DATA SUPPLIED:
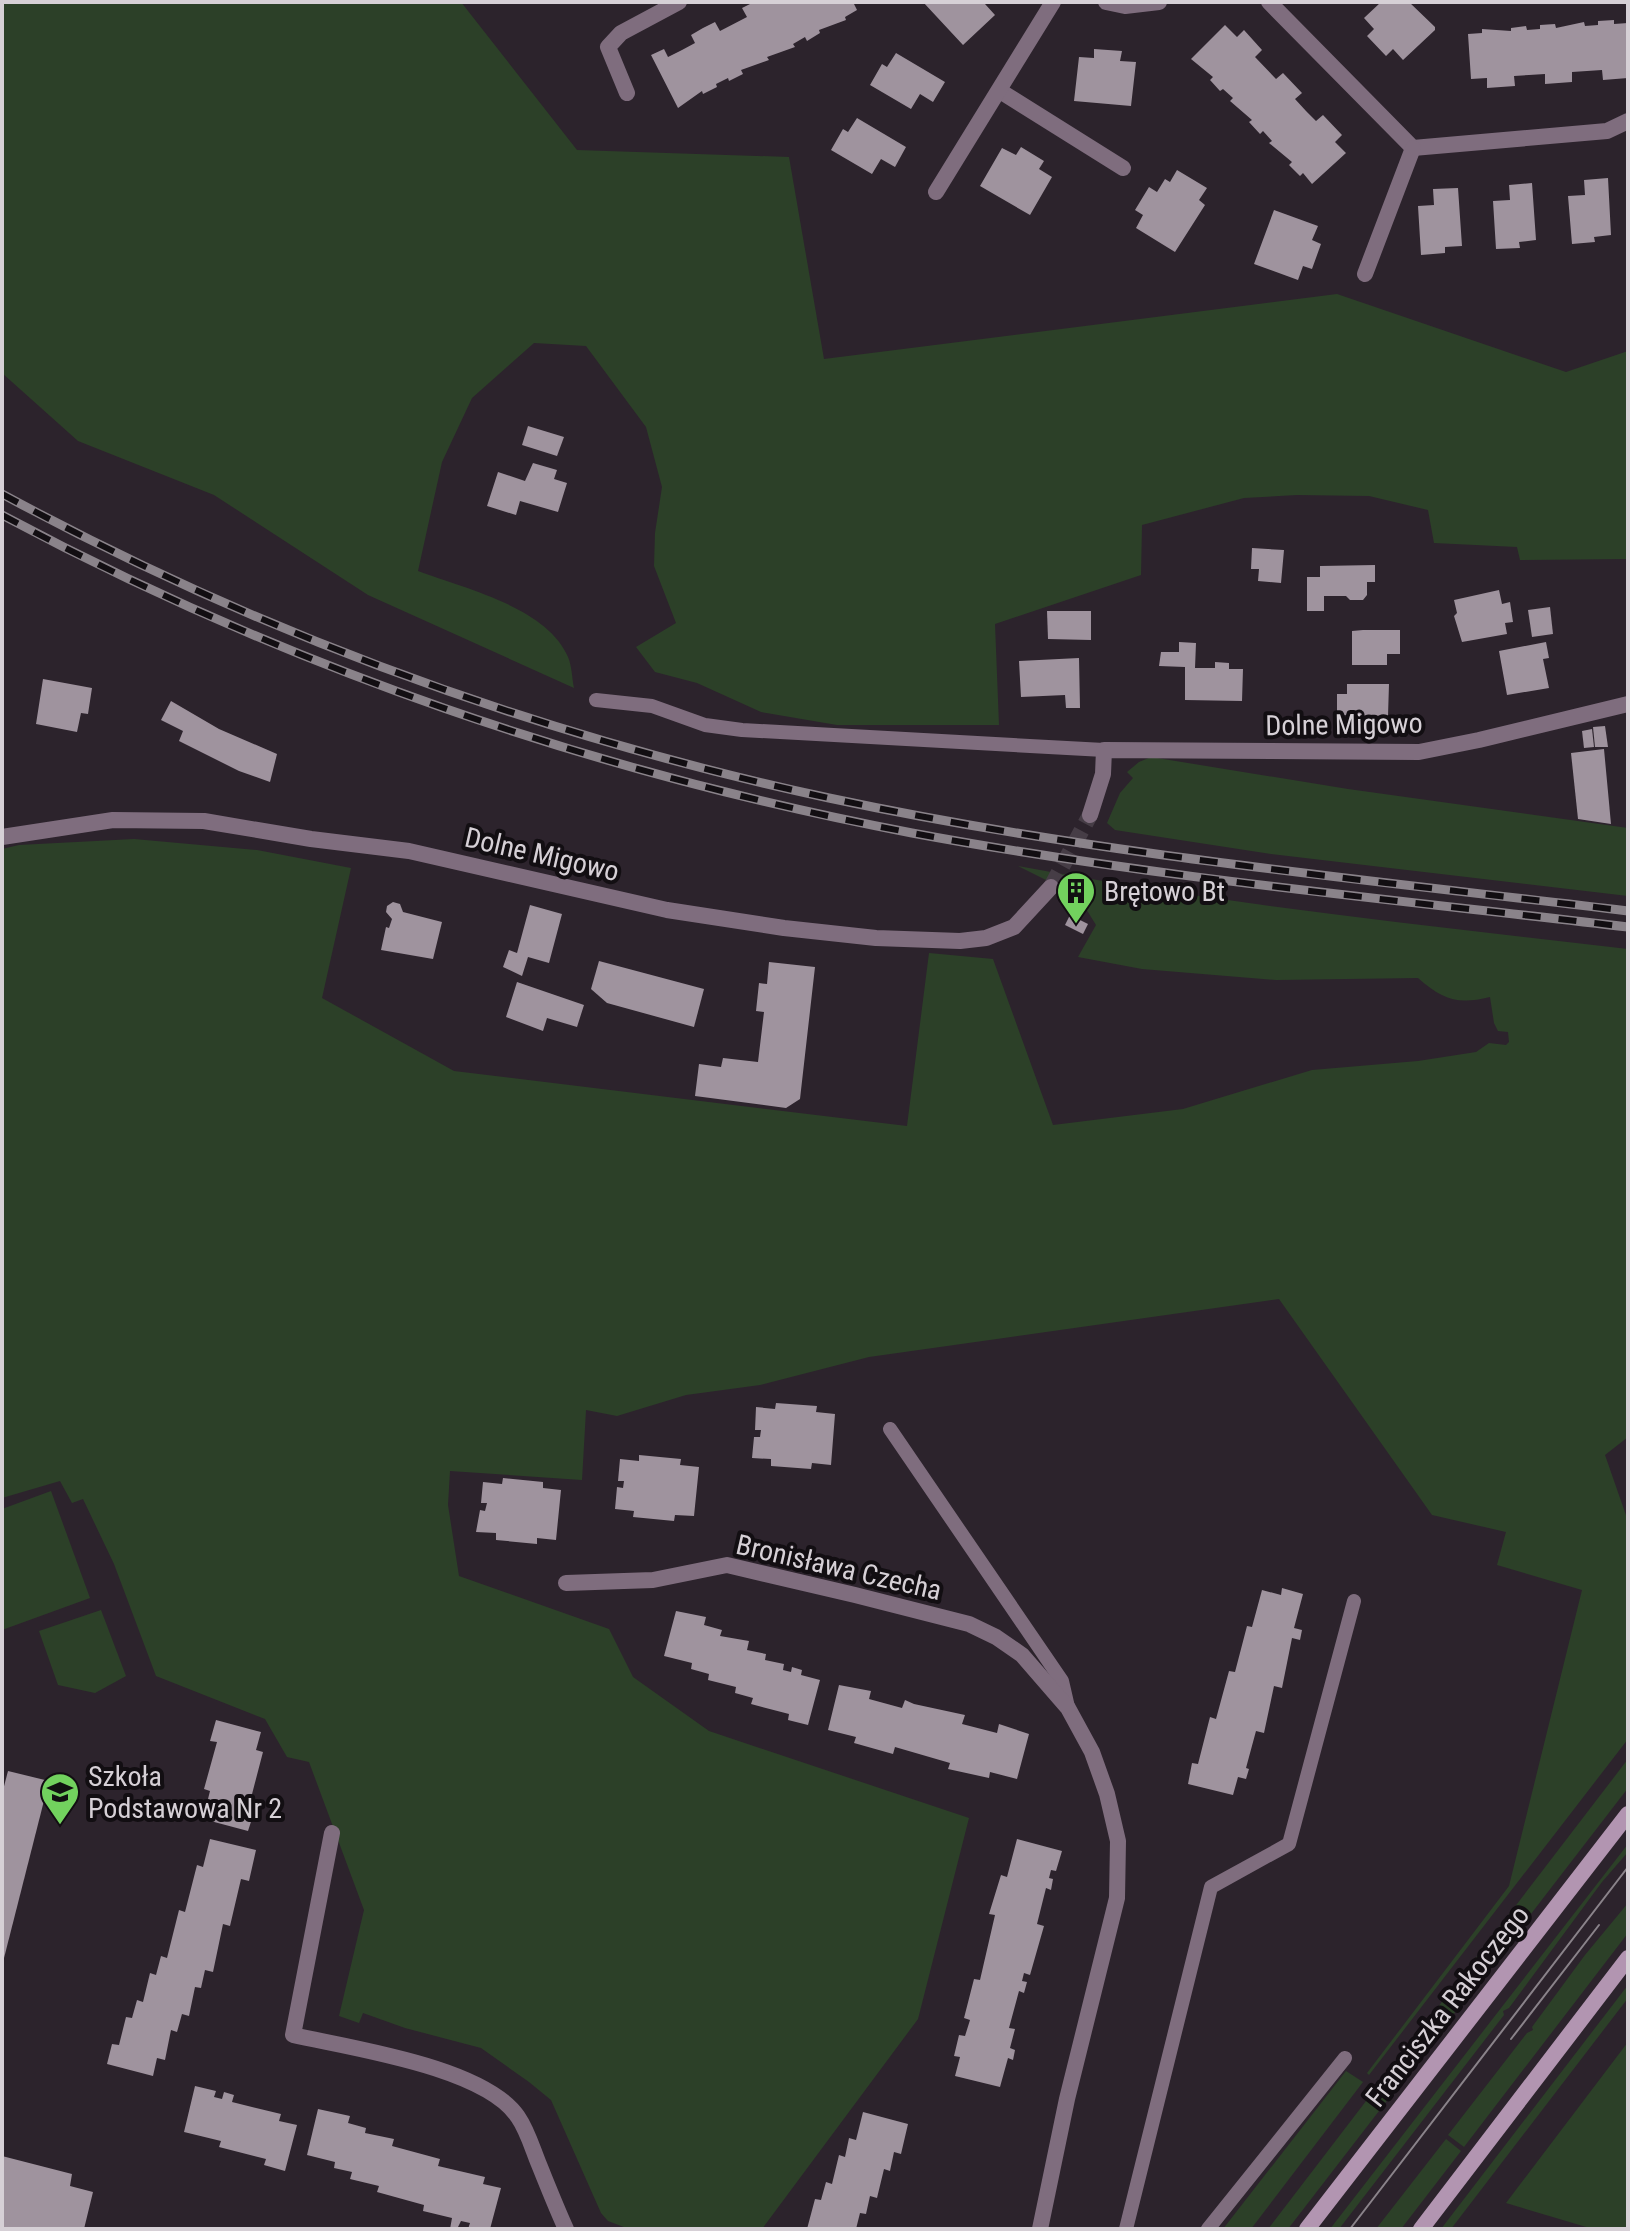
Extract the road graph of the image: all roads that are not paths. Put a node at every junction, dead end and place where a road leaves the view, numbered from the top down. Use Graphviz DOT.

* * *

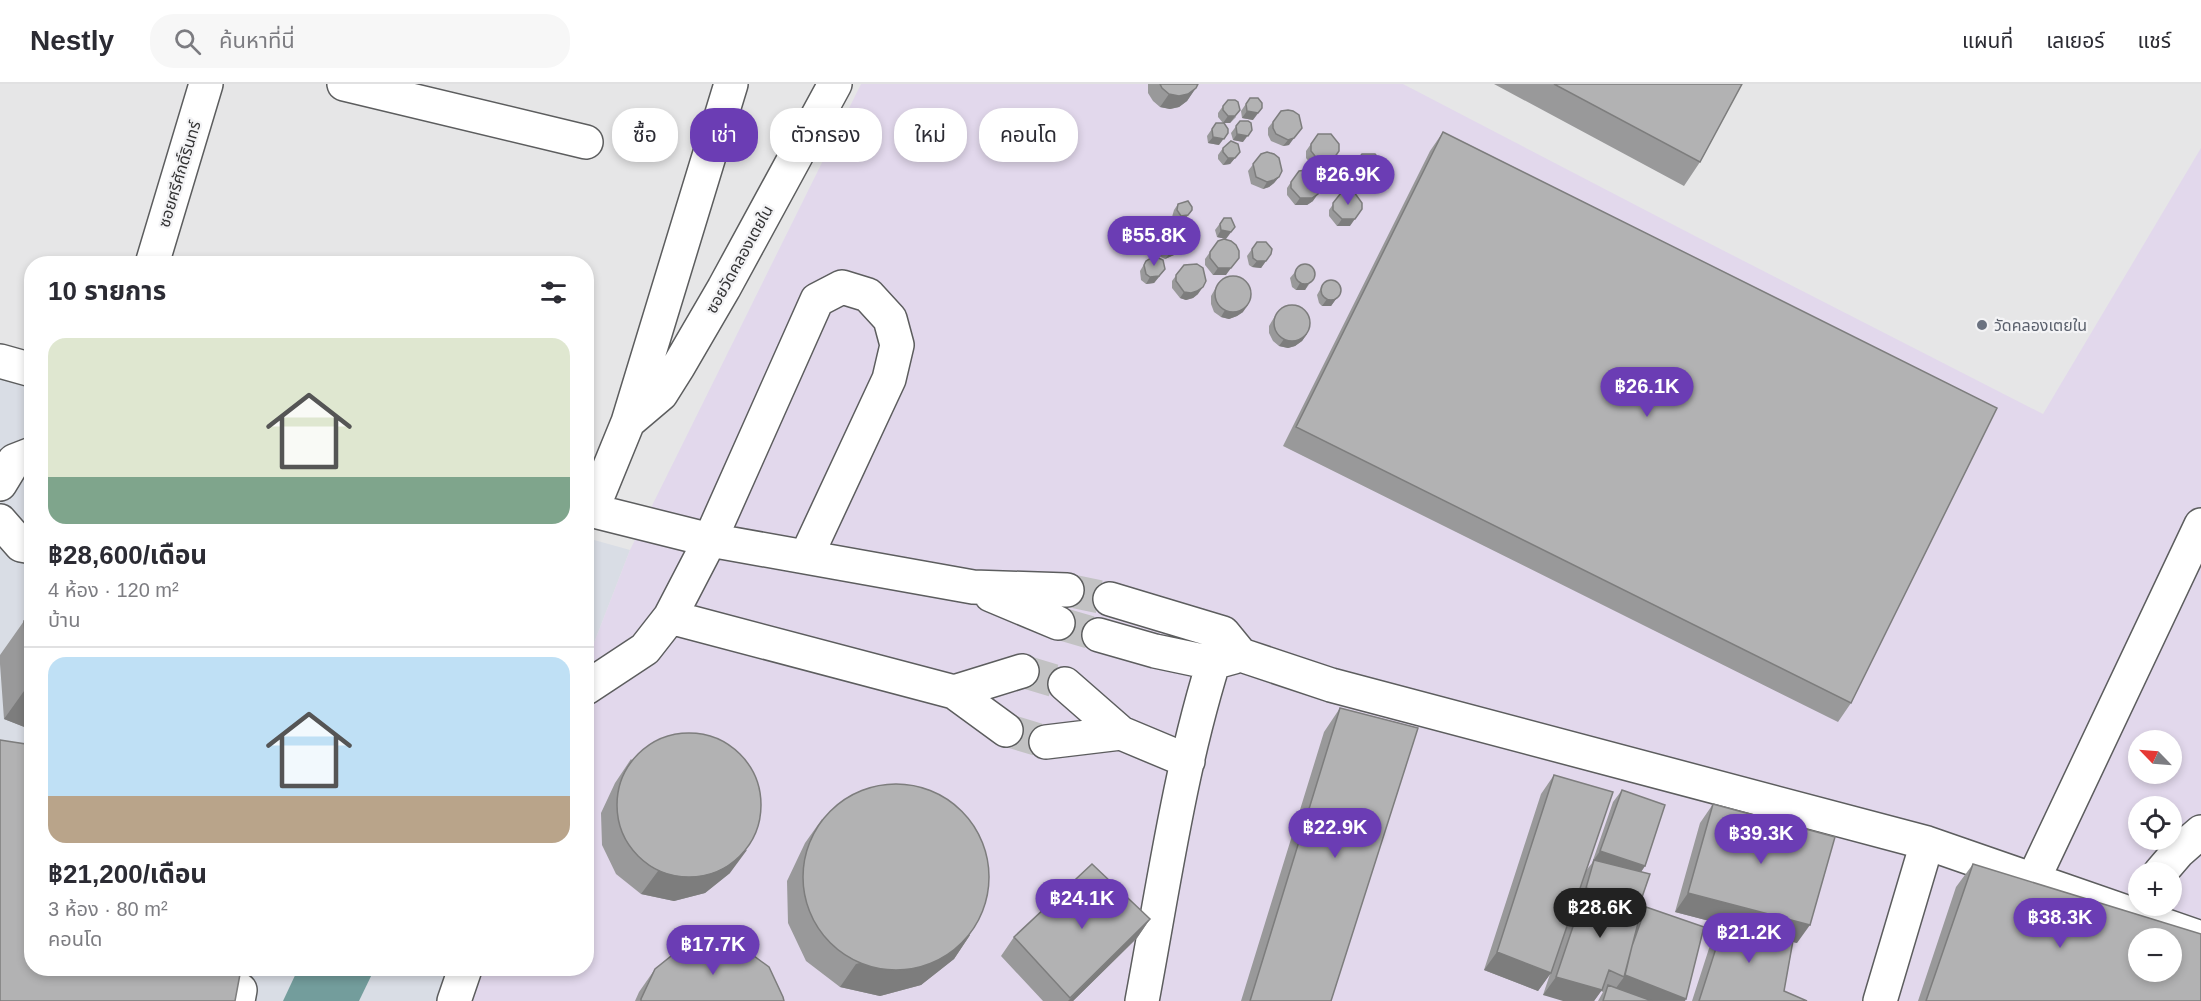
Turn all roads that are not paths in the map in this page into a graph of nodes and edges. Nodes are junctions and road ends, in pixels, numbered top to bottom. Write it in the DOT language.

...

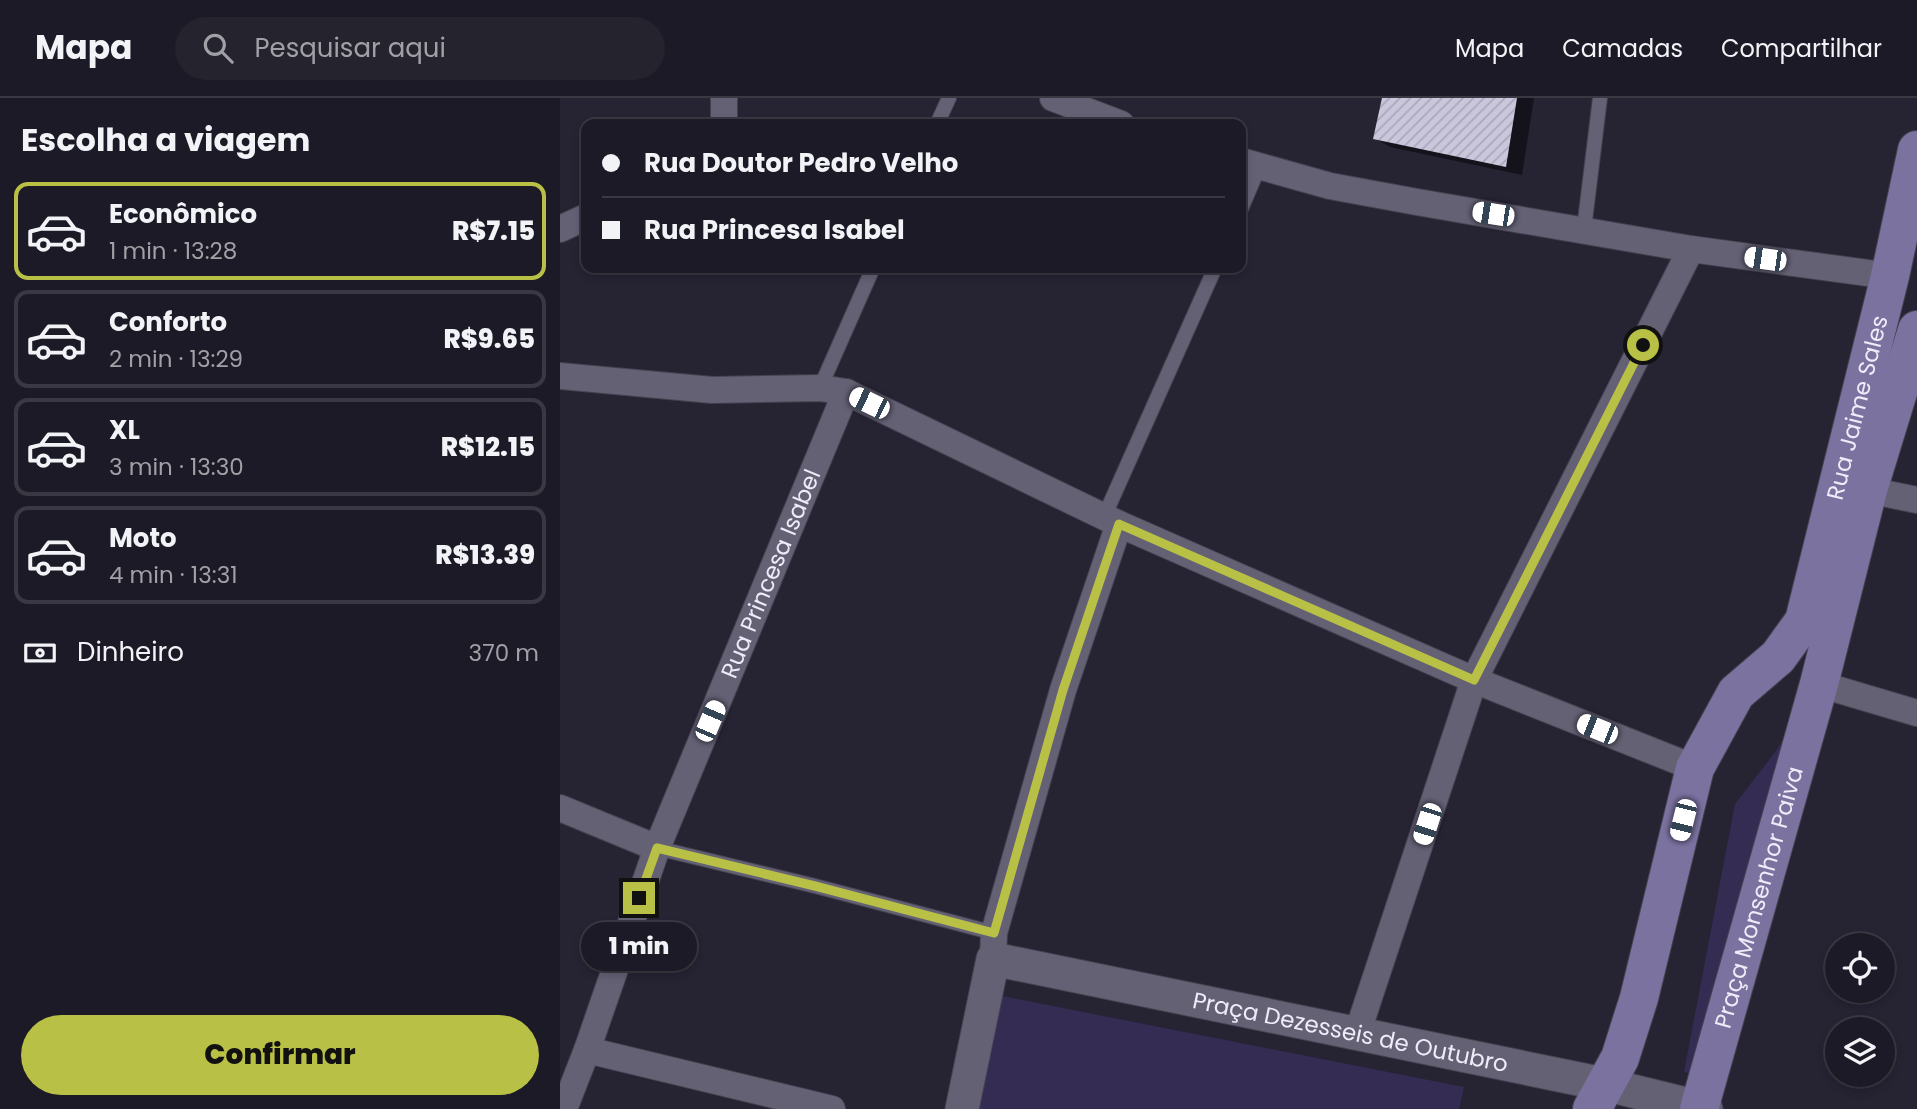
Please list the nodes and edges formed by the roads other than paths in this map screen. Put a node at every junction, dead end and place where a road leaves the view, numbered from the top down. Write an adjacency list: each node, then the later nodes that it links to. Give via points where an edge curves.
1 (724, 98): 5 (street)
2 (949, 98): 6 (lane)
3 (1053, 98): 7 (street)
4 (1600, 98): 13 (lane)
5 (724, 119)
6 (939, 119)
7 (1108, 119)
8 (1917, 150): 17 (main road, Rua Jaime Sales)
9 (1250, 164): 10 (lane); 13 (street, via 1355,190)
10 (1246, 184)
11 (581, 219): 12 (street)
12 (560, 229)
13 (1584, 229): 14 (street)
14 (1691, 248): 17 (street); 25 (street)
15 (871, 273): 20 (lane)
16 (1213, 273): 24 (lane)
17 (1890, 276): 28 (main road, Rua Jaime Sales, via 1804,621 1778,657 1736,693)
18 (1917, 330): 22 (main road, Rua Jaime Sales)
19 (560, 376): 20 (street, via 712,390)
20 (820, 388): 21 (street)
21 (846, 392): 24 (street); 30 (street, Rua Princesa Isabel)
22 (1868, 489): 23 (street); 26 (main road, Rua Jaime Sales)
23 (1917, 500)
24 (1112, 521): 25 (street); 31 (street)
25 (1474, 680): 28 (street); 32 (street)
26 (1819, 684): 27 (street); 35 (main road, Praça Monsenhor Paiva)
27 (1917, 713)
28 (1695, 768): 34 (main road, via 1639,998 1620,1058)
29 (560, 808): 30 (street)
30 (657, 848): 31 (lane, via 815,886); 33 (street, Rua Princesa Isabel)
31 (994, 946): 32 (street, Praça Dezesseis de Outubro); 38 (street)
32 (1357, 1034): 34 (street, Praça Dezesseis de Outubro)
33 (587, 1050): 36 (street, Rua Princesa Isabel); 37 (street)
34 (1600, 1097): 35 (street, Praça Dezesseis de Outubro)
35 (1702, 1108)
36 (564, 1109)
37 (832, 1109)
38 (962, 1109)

INSTRUCTIONS TO FOLLOW:
I'd like the number of lines above that contain the word "graph", and nothing besides that number.

ANSWER TO THE PROBLEM:
2